心室重构是导致心力衰竭的重要因素之一，心衰预后差，死亡率高，已经成为一个严重的公共卫生问题。核医学影像手段的高灵敏度使其成为心血管疾病诊断首选。本项目首要目的是构建针对心室重构关键靶点的核素探针并进行显像研究。研究表明，趋化因子CXCR4受体和胰高血糖素样肽-1（GLP-1）受体均与心室重构过程中的心肌保护机制有关，本项目分别设计了针对CXCR4和GLP-1的受体的放射性标记新结构探针。在成功制备放射性探针的基础上，预期通过PET显像方法研究，建立基于影像的受体鉴别与定量方法，综合比较各靶点在心室重构发展过程中的变化关系，探索心室重构中的心肌保护机制，实现心衰疾病的早期诊疗和预后评估，最终达到降低心衰死亡率的目的。

心室重构是导致心力衰竭的重要因素之一，心衰预后差，死亡率高，已经成为一个严重的公共卫生问题。核医学影像手段的高灵敏度使其成为心血管疾病诊断首选。本项目针对心室重构关键靶点进行核素标记分子探针的研制并进行显像研究。
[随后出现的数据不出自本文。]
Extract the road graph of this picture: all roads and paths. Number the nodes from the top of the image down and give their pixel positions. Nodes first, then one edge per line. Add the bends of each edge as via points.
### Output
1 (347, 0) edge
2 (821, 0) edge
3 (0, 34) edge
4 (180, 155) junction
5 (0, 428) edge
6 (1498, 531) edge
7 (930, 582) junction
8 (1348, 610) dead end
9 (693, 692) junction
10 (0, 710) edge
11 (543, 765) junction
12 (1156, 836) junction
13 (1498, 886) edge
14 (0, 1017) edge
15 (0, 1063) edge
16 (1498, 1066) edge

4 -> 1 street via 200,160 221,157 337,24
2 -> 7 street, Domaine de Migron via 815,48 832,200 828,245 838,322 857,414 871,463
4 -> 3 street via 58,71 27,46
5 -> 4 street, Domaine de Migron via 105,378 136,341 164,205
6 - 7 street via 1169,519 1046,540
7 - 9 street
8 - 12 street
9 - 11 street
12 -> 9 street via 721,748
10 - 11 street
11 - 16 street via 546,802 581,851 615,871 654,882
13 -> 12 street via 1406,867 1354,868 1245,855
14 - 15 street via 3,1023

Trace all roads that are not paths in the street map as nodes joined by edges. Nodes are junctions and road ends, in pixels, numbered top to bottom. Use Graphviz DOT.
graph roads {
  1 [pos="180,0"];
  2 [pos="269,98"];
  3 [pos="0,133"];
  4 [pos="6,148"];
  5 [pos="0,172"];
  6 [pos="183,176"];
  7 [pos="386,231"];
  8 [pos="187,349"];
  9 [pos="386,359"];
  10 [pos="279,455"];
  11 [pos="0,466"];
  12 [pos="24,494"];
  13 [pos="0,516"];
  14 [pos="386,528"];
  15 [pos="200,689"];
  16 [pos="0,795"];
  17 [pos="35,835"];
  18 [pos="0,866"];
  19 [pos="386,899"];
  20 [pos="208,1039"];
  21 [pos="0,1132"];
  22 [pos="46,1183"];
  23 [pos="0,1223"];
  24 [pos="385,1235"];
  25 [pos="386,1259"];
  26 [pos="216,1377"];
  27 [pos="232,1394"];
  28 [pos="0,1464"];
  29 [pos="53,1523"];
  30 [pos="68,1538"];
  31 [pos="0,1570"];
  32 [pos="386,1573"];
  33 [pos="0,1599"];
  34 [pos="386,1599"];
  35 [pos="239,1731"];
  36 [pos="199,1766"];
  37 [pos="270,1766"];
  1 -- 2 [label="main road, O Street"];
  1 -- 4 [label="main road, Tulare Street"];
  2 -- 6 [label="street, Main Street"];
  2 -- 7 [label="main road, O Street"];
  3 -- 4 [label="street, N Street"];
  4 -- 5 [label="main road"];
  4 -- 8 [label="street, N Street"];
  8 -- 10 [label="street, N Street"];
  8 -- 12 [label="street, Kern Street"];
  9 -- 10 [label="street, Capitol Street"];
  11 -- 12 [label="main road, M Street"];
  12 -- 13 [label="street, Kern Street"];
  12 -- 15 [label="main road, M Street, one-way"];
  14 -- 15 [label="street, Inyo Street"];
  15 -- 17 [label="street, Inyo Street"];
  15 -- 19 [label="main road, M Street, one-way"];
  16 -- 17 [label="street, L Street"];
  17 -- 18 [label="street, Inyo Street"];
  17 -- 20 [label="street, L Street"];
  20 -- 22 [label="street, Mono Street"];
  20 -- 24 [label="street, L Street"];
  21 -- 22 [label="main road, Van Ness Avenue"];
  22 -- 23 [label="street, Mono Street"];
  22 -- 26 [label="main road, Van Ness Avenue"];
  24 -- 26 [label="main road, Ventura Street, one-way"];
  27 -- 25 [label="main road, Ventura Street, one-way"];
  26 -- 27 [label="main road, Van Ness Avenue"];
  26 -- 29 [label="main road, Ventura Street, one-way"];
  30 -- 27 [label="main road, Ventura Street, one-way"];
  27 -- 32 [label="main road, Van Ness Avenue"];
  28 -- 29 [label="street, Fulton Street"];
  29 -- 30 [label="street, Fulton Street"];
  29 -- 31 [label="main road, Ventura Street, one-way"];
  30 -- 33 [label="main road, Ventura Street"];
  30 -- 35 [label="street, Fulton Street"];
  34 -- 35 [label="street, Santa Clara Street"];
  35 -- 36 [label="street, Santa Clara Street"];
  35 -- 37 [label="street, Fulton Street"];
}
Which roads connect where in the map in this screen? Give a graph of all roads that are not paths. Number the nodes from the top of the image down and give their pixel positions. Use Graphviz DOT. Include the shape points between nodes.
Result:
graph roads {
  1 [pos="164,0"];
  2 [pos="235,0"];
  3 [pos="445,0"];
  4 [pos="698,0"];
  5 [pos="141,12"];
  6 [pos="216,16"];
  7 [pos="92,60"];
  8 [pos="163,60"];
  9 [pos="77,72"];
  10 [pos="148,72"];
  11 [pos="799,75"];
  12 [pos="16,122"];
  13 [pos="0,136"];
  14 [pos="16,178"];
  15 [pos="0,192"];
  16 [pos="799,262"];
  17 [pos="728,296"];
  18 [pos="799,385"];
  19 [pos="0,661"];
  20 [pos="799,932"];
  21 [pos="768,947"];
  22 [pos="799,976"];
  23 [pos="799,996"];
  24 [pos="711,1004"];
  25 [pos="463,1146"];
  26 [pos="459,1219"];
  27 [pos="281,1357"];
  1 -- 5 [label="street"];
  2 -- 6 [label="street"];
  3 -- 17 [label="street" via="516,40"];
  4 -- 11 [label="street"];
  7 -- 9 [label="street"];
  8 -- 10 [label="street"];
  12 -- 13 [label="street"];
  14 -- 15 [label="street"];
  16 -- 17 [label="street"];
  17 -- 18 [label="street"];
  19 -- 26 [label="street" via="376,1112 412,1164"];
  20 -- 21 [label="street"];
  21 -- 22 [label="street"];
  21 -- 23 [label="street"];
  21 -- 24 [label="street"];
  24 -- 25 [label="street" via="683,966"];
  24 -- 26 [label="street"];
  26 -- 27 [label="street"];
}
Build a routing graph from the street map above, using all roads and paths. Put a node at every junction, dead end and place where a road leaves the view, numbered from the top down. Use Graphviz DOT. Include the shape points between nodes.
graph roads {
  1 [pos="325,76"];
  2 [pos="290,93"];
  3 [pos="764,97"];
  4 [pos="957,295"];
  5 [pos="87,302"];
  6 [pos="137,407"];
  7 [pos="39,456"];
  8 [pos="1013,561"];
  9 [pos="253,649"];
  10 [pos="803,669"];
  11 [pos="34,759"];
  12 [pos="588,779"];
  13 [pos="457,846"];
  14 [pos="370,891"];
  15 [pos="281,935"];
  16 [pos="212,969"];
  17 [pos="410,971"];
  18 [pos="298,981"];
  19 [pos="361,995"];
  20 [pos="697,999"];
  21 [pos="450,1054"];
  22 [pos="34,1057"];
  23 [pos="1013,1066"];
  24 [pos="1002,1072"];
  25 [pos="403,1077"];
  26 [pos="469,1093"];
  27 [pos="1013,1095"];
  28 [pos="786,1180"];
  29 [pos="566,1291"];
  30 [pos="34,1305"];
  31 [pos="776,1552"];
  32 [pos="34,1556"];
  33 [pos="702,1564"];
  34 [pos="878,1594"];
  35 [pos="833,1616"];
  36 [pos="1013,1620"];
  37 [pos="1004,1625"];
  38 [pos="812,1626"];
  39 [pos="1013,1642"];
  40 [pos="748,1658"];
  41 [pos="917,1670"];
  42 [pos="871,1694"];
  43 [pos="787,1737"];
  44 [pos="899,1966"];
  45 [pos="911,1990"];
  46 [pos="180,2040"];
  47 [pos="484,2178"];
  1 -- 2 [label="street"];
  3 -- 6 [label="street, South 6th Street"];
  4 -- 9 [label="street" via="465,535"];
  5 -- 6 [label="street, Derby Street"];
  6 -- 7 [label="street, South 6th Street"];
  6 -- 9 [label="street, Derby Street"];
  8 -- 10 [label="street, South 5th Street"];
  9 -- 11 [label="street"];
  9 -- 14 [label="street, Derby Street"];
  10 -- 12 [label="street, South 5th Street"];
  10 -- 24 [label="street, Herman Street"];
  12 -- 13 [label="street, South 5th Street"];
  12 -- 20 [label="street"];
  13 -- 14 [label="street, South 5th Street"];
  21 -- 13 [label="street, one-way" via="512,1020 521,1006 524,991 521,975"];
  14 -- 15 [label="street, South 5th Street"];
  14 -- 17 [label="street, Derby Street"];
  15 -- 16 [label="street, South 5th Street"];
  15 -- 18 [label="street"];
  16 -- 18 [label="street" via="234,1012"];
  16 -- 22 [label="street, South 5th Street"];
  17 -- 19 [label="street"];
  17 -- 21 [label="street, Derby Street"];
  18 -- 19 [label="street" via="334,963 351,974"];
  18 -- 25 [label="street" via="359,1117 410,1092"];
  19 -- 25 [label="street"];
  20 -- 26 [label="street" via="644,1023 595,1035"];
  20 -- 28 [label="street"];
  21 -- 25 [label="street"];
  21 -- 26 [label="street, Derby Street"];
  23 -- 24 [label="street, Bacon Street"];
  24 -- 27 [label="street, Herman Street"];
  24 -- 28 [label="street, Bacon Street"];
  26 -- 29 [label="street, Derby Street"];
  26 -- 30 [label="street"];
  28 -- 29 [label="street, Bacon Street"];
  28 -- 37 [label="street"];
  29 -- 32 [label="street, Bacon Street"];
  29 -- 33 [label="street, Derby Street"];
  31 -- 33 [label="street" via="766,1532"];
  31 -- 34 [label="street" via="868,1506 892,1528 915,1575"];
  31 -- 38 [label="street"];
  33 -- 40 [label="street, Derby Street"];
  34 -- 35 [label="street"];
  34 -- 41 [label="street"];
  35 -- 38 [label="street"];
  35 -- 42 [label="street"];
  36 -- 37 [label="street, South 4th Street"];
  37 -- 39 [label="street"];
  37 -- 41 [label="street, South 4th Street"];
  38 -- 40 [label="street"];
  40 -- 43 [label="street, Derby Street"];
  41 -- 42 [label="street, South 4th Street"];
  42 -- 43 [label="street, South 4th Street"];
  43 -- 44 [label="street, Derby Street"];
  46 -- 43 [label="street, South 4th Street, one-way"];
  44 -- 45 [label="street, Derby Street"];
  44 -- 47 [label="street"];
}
在创新放射性碘标记方法的基础上，获得了两种靶向趋化因子CXCR4受体的核素探针、一种HER2受体选择性的放射性小分子探针、一种全新结构的18F标记正电子心肌灌注显像剂和一种放射性标记小分子心血池显像剂。同时，开发了与心室重构过程中的心肌保护机制有关的NO信号分子响应光学探针和与心肌损伤保护有关的活性氧ROS响应放射性/光学双模探针。在成功制备以上分子探针后，通过体外细胞评价以及活体SPECT/PET显像研究，确证了所研制分子探针对响应靶点的特异性和亲和力，初步建立了基于影像的受体鉴别与定量方法。后续研究将基于分子探针的突破进行各靶点在心室重构发展过程中的变化关系比较并探索心室重构中的心肌保护机制，实现心衰疾病的早期诊疗和预后评估。